Copies of all lines containing the string "lane" are needed from the data below.

(Collected data entries)
--*--

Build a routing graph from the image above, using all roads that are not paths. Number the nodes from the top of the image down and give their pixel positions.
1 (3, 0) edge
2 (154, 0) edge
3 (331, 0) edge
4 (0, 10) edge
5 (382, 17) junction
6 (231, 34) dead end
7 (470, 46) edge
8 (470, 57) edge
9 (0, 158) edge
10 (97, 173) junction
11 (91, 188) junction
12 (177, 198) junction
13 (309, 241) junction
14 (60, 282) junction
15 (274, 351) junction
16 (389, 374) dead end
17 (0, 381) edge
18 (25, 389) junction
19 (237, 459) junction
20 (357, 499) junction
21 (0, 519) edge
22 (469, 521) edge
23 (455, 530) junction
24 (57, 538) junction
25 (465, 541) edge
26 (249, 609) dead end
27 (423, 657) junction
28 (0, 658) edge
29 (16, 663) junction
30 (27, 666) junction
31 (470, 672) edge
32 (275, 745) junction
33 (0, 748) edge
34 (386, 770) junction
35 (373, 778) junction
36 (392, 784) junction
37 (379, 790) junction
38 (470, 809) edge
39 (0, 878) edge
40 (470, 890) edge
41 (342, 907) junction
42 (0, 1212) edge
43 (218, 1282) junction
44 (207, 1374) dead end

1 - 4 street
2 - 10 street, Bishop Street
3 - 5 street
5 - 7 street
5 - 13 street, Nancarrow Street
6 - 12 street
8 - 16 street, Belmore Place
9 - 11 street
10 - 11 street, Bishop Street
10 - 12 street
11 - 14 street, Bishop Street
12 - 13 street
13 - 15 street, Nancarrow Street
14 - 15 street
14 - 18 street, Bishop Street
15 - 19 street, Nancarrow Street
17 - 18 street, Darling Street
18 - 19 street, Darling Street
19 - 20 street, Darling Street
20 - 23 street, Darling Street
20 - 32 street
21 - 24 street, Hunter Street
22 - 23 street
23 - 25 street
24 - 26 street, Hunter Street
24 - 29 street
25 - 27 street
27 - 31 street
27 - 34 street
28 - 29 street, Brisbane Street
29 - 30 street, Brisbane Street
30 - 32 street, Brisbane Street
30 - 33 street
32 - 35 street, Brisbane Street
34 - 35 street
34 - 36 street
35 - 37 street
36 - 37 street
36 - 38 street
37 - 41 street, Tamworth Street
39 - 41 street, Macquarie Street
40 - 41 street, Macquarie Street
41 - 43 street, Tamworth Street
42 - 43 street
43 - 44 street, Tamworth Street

--*--

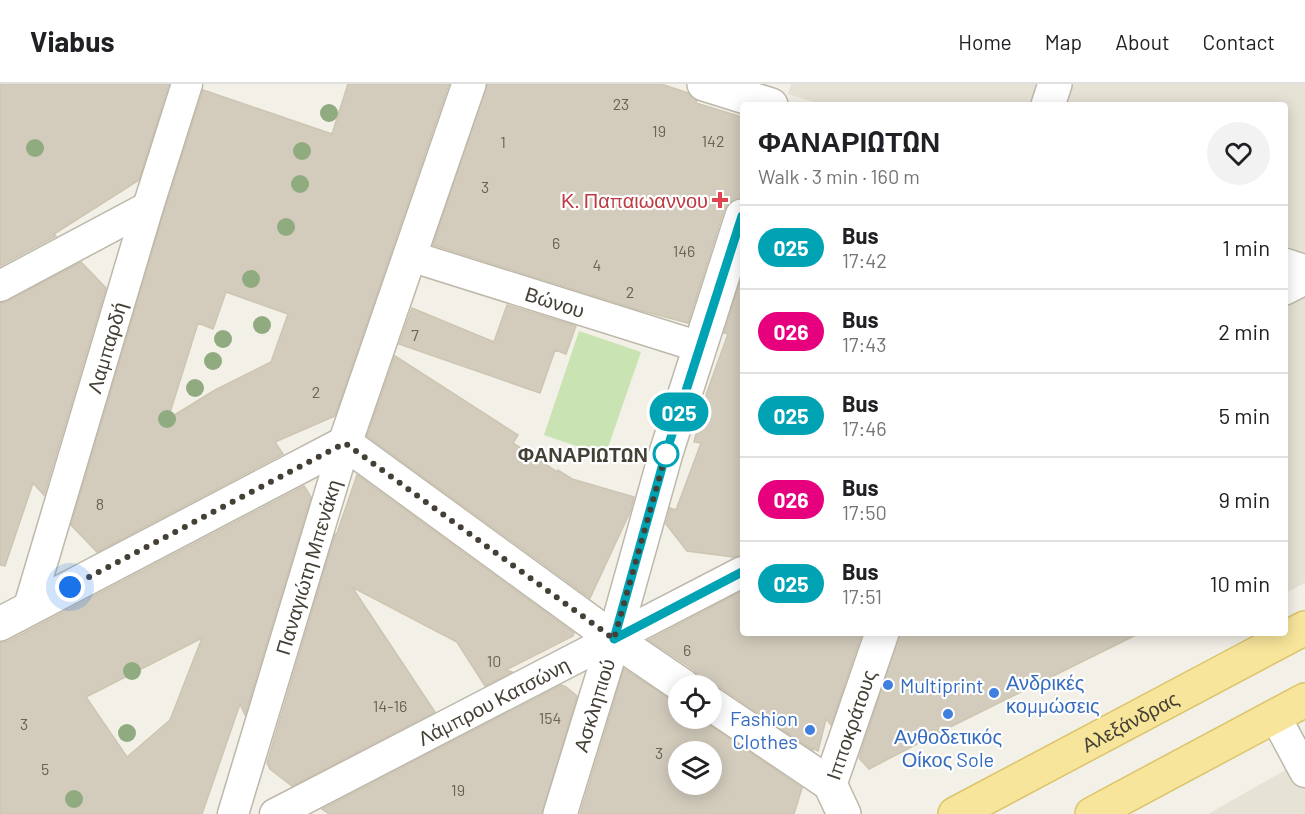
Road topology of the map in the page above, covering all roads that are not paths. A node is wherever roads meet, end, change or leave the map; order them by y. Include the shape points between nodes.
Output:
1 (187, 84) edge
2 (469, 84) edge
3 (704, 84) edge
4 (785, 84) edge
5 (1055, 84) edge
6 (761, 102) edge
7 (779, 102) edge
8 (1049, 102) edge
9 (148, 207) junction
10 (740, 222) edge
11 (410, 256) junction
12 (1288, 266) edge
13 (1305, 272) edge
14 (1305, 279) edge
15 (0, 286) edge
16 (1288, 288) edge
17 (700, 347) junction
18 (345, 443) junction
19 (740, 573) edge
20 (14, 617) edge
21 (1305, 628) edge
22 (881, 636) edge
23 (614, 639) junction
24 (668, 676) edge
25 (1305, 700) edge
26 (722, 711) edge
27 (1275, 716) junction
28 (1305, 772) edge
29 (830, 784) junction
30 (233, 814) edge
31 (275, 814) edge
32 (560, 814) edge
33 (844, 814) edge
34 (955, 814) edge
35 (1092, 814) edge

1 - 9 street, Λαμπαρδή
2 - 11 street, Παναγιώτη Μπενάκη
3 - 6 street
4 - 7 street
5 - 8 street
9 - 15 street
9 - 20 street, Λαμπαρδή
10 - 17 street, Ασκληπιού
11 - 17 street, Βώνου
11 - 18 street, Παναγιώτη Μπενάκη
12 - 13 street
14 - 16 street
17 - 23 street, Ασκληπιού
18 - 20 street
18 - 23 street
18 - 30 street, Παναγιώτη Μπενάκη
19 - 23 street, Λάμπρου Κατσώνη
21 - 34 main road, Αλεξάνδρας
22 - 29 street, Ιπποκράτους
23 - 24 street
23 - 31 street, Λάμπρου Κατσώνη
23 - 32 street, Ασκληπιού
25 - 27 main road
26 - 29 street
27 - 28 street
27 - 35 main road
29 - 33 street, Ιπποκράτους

--*--

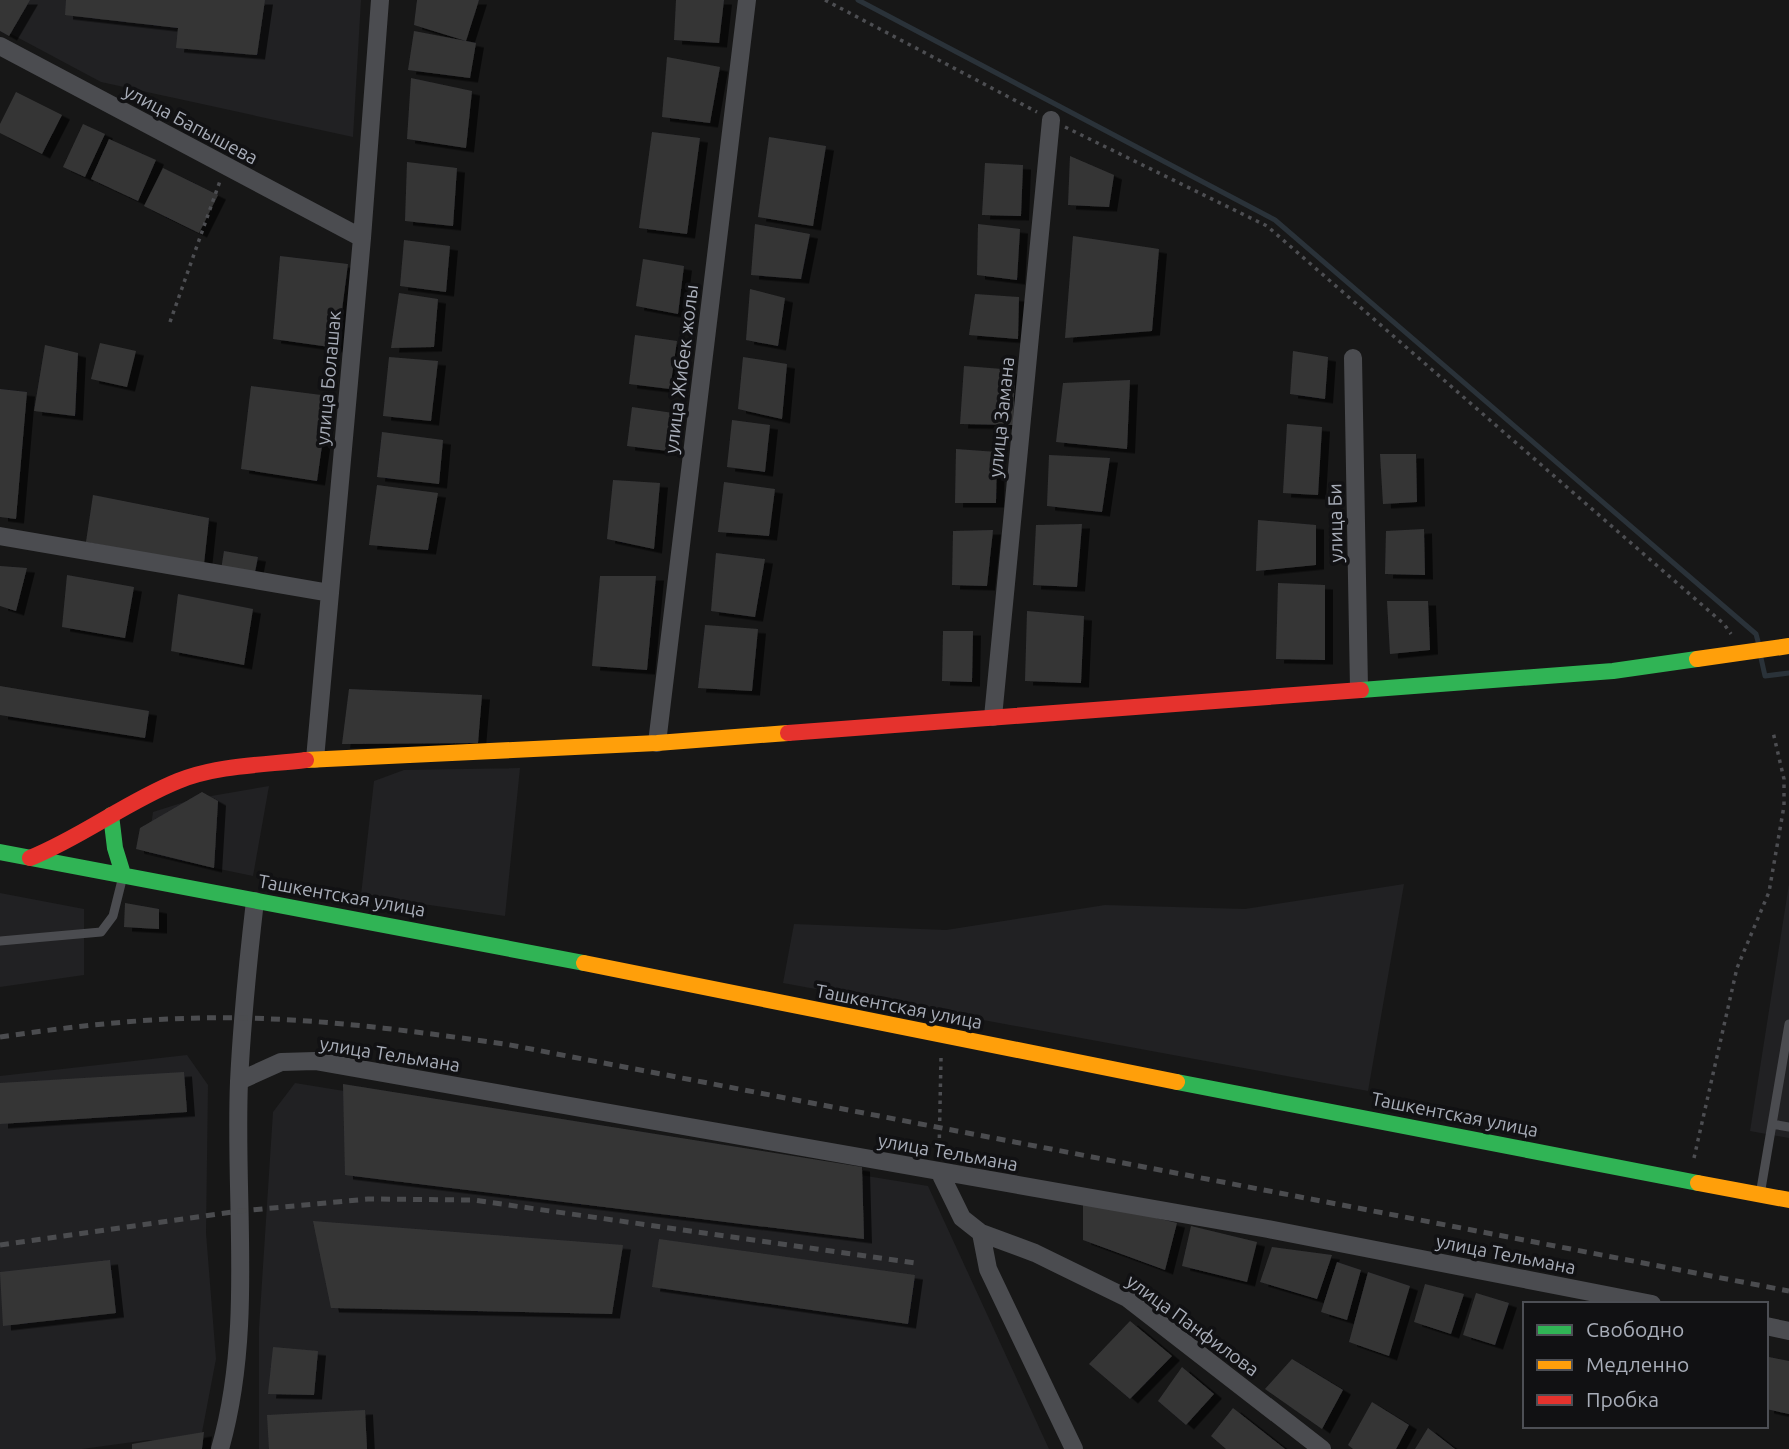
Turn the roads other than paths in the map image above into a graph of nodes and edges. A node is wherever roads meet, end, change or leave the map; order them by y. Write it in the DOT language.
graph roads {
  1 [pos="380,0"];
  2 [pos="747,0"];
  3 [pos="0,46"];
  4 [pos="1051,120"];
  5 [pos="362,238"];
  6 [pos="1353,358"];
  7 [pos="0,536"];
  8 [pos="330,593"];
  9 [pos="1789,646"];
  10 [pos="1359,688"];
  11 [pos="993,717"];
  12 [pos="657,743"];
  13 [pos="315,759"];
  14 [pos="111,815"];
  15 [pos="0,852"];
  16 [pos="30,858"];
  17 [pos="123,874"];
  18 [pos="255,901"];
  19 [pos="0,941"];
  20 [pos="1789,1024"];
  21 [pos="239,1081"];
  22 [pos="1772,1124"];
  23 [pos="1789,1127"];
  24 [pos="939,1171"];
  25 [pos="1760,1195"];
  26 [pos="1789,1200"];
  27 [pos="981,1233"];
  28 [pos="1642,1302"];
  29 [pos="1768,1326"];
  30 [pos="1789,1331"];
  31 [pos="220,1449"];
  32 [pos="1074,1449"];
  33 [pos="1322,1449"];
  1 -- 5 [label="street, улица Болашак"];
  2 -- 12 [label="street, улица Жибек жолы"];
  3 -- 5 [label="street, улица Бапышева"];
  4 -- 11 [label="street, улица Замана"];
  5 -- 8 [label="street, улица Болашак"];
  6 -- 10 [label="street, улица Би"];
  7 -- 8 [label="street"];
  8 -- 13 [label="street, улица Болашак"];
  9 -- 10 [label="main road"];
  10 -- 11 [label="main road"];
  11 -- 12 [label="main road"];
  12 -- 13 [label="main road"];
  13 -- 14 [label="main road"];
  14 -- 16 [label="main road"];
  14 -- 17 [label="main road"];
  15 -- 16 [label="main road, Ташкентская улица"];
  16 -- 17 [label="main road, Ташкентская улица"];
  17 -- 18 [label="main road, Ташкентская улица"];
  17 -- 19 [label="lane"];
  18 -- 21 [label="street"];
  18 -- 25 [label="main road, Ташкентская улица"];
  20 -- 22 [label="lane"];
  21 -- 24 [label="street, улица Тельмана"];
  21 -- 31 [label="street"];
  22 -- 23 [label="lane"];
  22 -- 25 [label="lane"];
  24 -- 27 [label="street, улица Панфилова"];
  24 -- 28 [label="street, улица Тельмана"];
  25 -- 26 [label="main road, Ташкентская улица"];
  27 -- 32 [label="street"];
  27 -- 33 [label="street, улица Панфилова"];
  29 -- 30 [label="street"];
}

--*--

• _Solution to the exercise_
  17 -- 19 [label="lane"];
  20 -- 22 [label="lane"];
  22 -- 23 [label="lane"];
  22 -- 25 [label="lane"];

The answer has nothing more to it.